After playing Doom 3 in high quality mode for some time I've become accustomed to seeing shimmering on the edges of bump/normal mapped textures, even when AA is applied; the problem is aggravated more so when the flashlight is applied to the aliased edge. What, if any, correlation between normal mapping and filtering causes this? I remember reading something about gradients and fragment programs being required for proper filtering without aliasing, but can't seem to find the source.

Here is a pic of a similar case in the HL2 benchmark: http://www.beyond3d.com/misc/hl2/image.php?img=images/hdr3.jpg&comment=Half Life 2%.

Note: Thought this would be a refreshing topic to discuss now that developers are transitioning from fixed function to custom AA and filtering via fragment programs.
 
Right. Texture filtering doesn't work properly on normal maps, so you get aliasing unless something is done about it. You can either use one of a number of tricks to properly "filter" the normal map, or you can use supersampling to get rid of the aliasing, or you can use a blur filter.

The supersampling and blur filter are okay, but supersampling can only remove aliasing by so much, and is very expensive in performance, and the blur filter has obvious drawbacks.

The best way, then, is to attempt to simulate supersampling by using a different algorithm for "filtering" the normal map. One way to do it may be to take a function of the gradients of the components of the normal vector from pixel to pixel, and "smudge" the blur more for larger gradients.
 
The problem is in the hardware, pretty much. AA is done with multisampling on most GPUs these days. These run the shader only once for every pixel, not once for every sample in the pixel. Only the z/stencil is supersampled. The only anti-aliasing that is performed, is when multiple polygons partially cover a pixel. The result is then a weighed average of all pixels, based on the coverage (which is taken from the supersampled zbuffer).
While this works fine on polygon edges, artificial edges created by normalmaps are not taken into account.

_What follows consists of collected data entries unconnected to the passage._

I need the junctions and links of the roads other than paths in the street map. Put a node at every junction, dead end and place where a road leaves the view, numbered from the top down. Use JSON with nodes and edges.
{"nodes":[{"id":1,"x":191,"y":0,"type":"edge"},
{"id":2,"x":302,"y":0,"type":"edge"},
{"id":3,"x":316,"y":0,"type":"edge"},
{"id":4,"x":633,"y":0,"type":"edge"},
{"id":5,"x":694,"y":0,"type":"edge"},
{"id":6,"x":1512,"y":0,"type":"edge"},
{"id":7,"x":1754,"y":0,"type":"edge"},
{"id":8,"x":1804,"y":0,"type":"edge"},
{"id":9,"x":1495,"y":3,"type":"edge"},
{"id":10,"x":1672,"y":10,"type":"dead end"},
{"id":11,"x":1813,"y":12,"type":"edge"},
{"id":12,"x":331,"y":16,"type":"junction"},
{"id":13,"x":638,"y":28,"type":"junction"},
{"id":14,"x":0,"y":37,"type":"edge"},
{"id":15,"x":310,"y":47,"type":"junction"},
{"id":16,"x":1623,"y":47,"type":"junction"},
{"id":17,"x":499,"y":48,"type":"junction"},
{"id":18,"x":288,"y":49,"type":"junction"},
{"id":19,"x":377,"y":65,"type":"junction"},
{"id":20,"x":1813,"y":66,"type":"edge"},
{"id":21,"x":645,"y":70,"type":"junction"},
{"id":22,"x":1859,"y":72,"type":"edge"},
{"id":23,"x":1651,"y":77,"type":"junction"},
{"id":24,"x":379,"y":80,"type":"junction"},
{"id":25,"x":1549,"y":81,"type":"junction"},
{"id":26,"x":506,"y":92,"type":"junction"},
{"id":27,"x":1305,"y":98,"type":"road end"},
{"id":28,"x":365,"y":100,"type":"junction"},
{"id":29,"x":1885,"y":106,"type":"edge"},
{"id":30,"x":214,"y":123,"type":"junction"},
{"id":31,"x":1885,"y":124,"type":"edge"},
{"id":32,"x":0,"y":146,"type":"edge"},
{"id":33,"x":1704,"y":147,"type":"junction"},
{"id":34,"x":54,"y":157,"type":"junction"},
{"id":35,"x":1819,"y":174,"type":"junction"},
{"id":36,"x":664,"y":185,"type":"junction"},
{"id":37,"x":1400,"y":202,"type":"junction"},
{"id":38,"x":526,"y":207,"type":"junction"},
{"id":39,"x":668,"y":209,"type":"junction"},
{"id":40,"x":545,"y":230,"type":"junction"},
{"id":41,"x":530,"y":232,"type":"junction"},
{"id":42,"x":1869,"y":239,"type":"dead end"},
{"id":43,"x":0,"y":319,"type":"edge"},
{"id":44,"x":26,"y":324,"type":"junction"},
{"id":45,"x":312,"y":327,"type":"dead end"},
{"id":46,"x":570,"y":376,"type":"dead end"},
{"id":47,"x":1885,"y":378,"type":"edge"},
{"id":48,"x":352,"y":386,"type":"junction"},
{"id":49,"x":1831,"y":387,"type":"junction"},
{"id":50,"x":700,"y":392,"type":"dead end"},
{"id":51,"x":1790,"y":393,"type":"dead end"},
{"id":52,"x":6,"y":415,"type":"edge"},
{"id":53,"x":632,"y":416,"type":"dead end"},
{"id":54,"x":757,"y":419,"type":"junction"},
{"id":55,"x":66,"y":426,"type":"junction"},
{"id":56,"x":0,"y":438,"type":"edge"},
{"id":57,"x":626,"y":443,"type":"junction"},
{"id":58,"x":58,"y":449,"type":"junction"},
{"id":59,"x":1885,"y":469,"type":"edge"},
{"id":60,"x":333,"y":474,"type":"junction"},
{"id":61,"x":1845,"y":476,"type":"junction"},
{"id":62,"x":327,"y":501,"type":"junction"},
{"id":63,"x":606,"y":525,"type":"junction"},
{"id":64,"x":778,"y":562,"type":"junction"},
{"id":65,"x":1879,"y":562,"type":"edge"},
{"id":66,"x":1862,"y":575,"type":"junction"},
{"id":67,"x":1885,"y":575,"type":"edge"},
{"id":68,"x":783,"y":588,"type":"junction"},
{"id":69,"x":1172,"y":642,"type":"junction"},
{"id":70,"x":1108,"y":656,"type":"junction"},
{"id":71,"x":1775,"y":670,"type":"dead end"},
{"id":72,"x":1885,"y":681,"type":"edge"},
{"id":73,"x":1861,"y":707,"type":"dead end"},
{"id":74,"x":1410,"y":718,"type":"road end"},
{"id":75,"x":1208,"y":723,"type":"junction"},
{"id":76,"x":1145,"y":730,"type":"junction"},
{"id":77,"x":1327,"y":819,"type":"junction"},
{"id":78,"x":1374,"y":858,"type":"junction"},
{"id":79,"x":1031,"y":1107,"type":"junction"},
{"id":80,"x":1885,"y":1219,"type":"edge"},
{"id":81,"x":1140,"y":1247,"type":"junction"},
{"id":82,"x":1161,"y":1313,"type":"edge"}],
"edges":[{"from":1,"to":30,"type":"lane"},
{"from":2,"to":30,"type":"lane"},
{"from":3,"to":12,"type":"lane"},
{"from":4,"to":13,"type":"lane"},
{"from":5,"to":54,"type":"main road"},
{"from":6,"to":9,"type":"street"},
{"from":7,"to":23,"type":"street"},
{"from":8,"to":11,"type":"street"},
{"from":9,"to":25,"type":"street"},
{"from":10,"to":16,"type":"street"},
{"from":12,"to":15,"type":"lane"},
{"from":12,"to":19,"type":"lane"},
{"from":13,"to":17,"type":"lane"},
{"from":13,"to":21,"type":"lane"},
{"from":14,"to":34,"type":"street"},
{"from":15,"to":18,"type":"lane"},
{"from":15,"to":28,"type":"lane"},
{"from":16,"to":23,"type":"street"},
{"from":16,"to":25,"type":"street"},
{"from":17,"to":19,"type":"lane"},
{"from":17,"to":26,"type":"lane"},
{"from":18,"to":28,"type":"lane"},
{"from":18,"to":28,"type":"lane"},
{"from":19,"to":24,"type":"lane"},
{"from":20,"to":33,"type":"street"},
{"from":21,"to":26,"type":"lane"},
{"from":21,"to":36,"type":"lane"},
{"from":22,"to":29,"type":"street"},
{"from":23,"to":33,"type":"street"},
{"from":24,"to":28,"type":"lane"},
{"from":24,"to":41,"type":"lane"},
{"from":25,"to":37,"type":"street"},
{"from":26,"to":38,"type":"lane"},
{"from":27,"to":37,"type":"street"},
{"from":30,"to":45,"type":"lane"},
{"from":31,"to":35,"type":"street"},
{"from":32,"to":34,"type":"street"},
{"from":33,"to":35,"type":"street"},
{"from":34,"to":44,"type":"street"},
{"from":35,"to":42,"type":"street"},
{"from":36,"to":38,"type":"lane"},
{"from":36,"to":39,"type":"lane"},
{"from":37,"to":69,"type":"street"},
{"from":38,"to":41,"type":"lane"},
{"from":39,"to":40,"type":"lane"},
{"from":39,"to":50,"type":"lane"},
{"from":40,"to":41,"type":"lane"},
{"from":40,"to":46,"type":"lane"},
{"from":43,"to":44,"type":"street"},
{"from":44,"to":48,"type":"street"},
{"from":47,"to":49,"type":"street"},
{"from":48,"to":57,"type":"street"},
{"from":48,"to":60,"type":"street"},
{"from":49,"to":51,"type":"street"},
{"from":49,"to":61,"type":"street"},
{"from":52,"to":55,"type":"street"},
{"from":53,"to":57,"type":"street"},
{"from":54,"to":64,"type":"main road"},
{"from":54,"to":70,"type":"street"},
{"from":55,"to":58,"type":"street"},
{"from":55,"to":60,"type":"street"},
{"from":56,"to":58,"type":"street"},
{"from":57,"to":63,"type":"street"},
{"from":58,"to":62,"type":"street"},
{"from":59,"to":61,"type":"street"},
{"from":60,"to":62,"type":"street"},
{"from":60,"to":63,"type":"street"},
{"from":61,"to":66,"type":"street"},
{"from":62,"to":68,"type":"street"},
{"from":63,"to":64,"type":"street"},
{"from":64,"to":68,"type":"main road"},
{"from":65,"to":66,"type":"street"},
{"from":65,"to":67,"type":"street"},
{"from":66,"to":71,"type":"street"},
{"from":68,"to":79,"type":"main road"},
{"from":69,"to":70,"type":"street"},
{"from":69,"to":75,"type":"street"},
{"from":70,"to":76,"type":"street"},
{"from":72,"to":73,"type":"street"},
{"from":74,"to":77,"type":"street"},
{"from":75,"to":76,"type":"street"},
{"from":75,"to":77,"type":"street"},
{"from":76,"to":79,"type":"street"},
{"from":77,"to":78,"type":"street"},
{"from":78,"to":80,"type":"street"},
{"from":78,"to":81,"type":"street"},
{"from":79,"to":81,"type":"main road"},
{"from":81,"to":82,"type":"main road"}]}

The best solution would perhaps be a modified multisampling AA algorithm that does multiple samples on normalmap edges. But I don't know if anyone has developed such an algorithm yet, and even if so, it would most probably require an updated GPU design to implement it.

Supersampling will ofcourse work, but it will be more expensive (which is why supersampling was abandoned in favour of multisampling AA a few generations ago).

One way to get around it on today's hardware, may be to use the dsx/dsy and texldd instructions. Then you can calc the gradient of the normalmap for a 2x2 block of pixels, and then do a texture fetch with these gradients selecting the proper mipmap, where the smaller mipmaps will contain downfiltered normals, which should have smooth edges.
I haven't tried this myself, so I don't know how well that would work.
 
Scali said:
The problem is in the hardware, pretty much. AA is done with multisampling on most GPUs these days. These run the shader only once for every pixel, not once for every sample in the pixel. Only the z/stencil is supersampled. The only anti-aliasing that is performed, is when multiple polygons partially cover a pixel. The result is then a weighed average of all pixels, based on the coverage (which is taken from the supersampled zbuffer).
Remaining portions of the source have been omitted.